▶ [Task instructions]
Give back one number only: how many lines in the material below contain "options".

▶ [Records supplied]
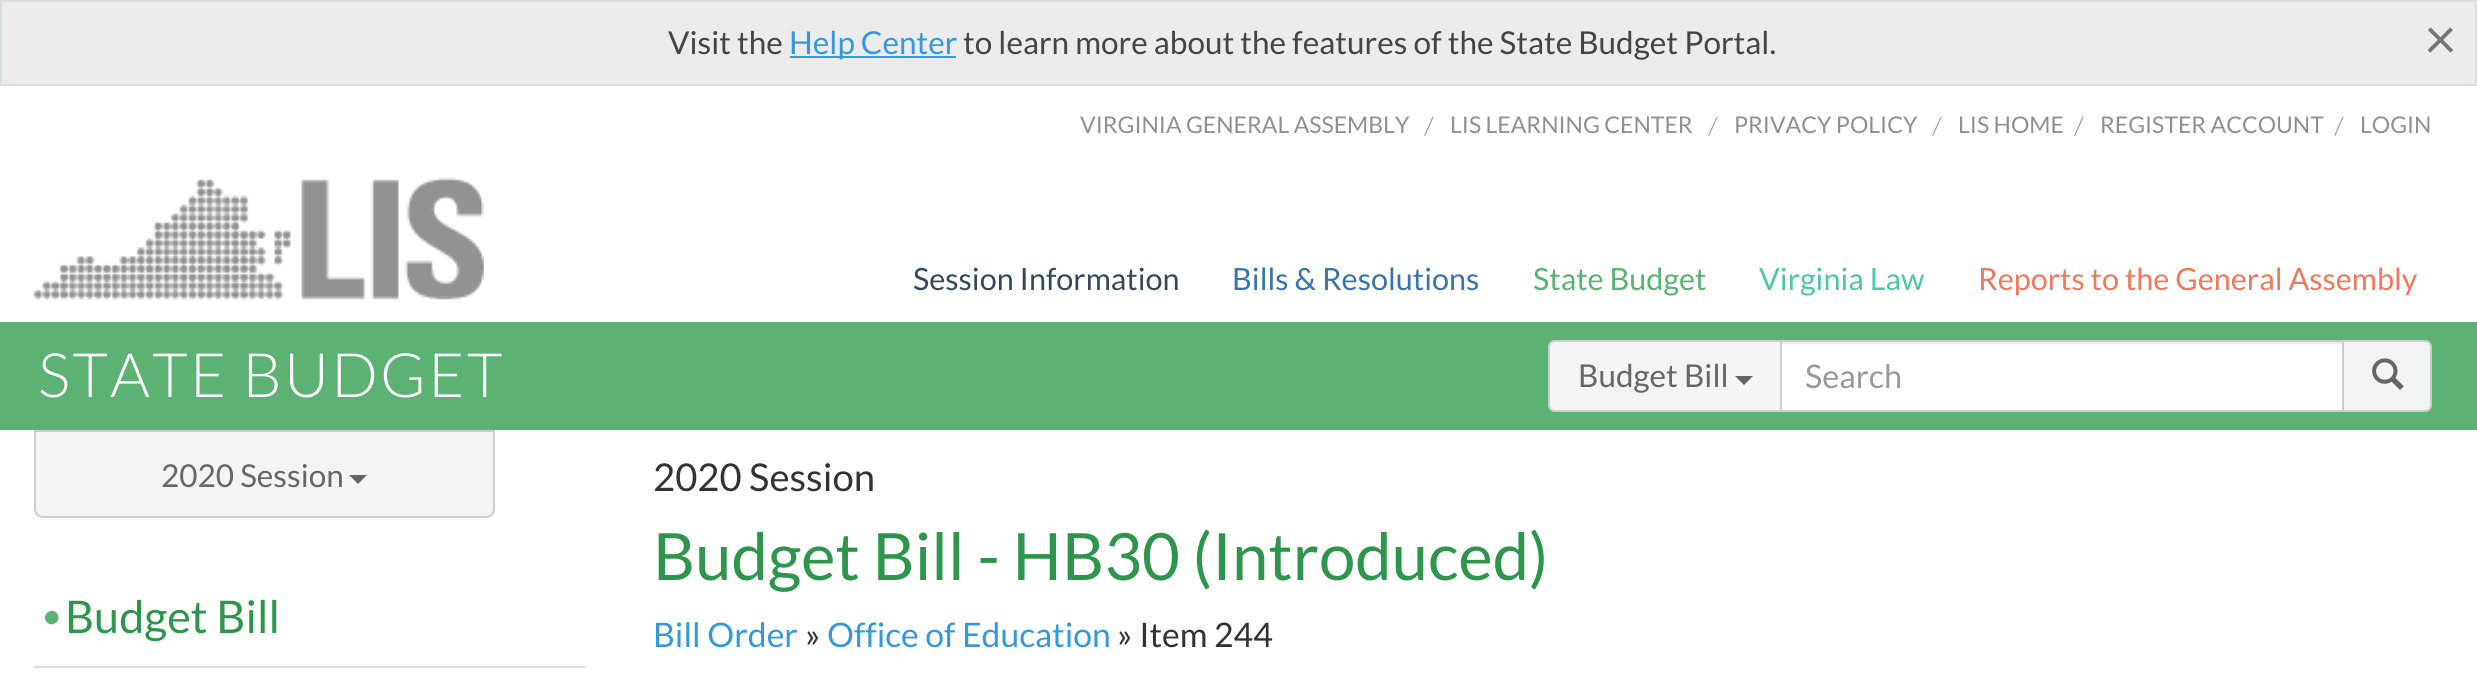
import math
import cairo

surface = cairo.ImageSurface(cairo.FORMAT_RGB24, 2477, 688)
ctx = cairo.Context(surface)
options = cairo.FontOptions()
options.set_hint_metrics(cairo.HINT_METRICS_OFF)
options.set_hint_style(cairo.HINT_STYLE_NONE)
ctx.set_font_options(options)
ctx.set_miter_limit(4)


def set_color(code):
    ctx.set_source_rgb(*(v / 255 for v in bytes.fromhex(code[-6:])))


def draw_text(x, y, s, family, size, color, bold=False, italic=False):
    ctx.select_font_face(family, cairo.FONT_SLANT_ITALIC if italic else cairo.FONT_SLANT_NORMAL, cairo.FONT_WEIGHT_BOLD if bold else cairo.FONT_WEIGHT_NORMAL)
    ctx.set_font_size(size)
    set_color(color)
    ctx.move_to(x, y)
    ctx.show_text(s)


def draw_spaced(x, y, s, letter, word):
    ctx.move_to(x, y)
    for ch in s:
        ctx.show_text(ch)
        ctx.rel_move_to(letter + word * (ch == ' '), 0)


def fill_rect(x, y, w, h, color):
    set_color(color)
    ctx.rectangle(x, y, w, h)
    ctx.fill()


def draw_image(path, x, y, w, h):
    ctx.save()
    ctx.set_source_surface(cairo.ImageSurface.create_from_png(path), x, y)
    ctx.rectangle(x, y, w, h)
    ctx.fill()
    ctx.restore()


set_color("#ffffff")
ctx.paint()
set_color("#ececec")
ctx.rectangle(1, 1, 2475, 84)
ctx.fill_preserve()
set_color("#d9e0da")
ctx.stroke()
draw_text(668, 54, "Visit the", "Lato", 31.5, "#444444")
fill_rect(790, 56, 166, 2, "#3498db")
draw_text(789, 54, "Help Center", "Lato", 31.5, "#3498db")
draw_text(963, 54, "to learn more about the features of the State Budget Portal.", "Lato", 31.5, "#444444")
draw_text(2424, 59, "×", "Lato", 57, "#767676")
draw_text(1080, 133, "VIRGINIA GENERAL ASSEMBLY", "Lato", 23, "#8f9090")
draw_text(1425, 133, "/", "PT Serif", 23, "#8f9090")
draw_text(1450, 133, "LIS LEARNING CENTER", "Lato", 23, "#8f9090")
draw_text(1709, 133, "/", "PT Serif", 23, "#8f9090")
draw_text(1734, 133, "PRIVACY POLICY", "Lato", 23, "#8f9090")
draw_text(1933, 133, "/", "PT Serif", 23, "#8f9090")
draw_text(1958, 133, "LIS HOME", "Lato", 23, "#8f9090")
draw_text(2075, 133, "/", "PT Serif", 23, "#8f9090")
draw_text(2100, 133, "REGISTER ACCOUNT", "Lato", 23, "#8f9090")
draw_text(2335, 133, "/", "PT Serif", 23, "#8f9090")
draw_text(2360, 133, "LOGIN", "Lato", 23, "#8f9090")
draw_image("assets/img1.png", 33, 177, 451, 123)
draw_text(913, 290, "Session Information", "Lato", 30.6, "#34495e")
draw_text(1232, 290, "Bills & Resolutions", "Lato", 30.6, "#3774ac")
draw_text(1533, 290, "State Budget", "Lato", 30.6, "#57b36f")
draw_text(1759, 290, "Virginia Law", "Lato", 30.6, "#4fc6ac")
draw_text(1978, 290, "Reports to the General Assembly", "Lato", 30.6, "#ef795a")
fill_rect(0, 322, 2477, 108, "#5bb272")
ctx.select_font_face("Lato Light")
ctx.set_font_size(61.25)
set_color("#ffffff")
draw_spaced(38, 397, "STATE BUDGET", 2.25, 0)
fill_rect(1782, 344, 560, 66, "#ffffff")
fill_rect(1782, 342, 560, 2, "#ececec")
ctx.rectangle(1781, 341, 563, 70)
set_color("#cccccc")
ctx.stroke()
set_color("#f3f5f5")
ctx.new_path()
ctx.move_to(1555, 341)
ctx.line_to(1781, 341)
ctx.line_to(1781, 411)
ctx.line_to(1555, 411)
ctx.curve_to(1551.5, 411, 1549, 408.5, 1549, 405)
ctx.line_to(1549, 347)
ctx.curve_to(1549, 343.5, 1551.5, 341, 1555, 341)
ctx.close_path()
ctx.fill_preserve()
set_color("#cccccc")
ctx.stroke()
draw_text(1578, 387, "Budget Bill", "Lato", 31.5, "#666666")
ctx.new_path()
ctx.move_to(1735, 376)
ctx.line_to(1753, 376)
ctx.line_to(1744, 385)
ctx.close_path()
ctx.fill()
draw_text(1805, 388, "Search", "Lato", 32.5, "#999999")
set_color("#f3f5f5")
ctx.new_path()
ctx.move_to(2343, 341)
ctx.line_to(2425, 341)
ctx.curve_to(2428.5, 341, 2431, 343.5, 2431, 347)
ctx.line_to(2431, 405)
ctx.curve_to(2431, 408.5, 2428.5, 411, 2425, 411)
ctx.line_to(2343, 411)
ctx.close_path()
ctx.fill_preserve()
set_color("#cccccc")
ctx.stroke()
draw_image("assets/img2.png", 2372, 358, 32, 32)
set_color("#f3f5f5")
ctx.new_path()
ctx.move_to(35, 431)
ctx.line_to(494, 431)
ctx.line_to(494, 509)
ctx.curve_to(494, 513.5, 490.5, 517, 486, 517)
ctx.line_to(43, 517)
ctx.curve_to(38.5, 517, 35, 513.5, 35, 509)
ctx.close_path()
ctx.fill_preserve()
set_color("#cccccc")
ctx.stroke()
draw_text(161, 487, "2020 Session", "Lato", 31.5, "#666666")
ctx.new_path()
ctx.move_to(349, 475)
ctx.line_to(367, 475)
ctx.line_to(358, 484)
ctx.close_path()
ctx.fill()
set_color("#5bb272")
ctx.new_path()
ctx.move_to(46, 621)
ctx.curve_to(41.5, 613.5, 53, 606.5, 57.5, 614)
ctx.curve_to(62, 622, 50.5, 628.5, 46, 621)
ctx.close_path()
ctx.fill()
draw_text(65, 633, "Budget Bill", "Lato", 45, "#2e954c")
fill_rect(34, 666, 551, 2, "#dddddd")
draw_text(653, 491, "2020 Session", "Lato", 38.25, "#333333")
draw_text(653, 580, "Budget Bill - HB30 (Introduced)", "Lato", 65.25, "#2e954c")
draw_text(653, 647, "Bill Order", "Lato", 33.75, "#3498db")
draw_text(805, 647, "»", "Lato", 33.75, "#333333")
draw_text(827, 647, "Office of Education", "Lato", 33.75, "#3498db")
draw_text(1117, 647, "» Item 244", "Lato", 33.75, "#333333")
surface.write_to_png("output.png")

▶ [Solution below]
4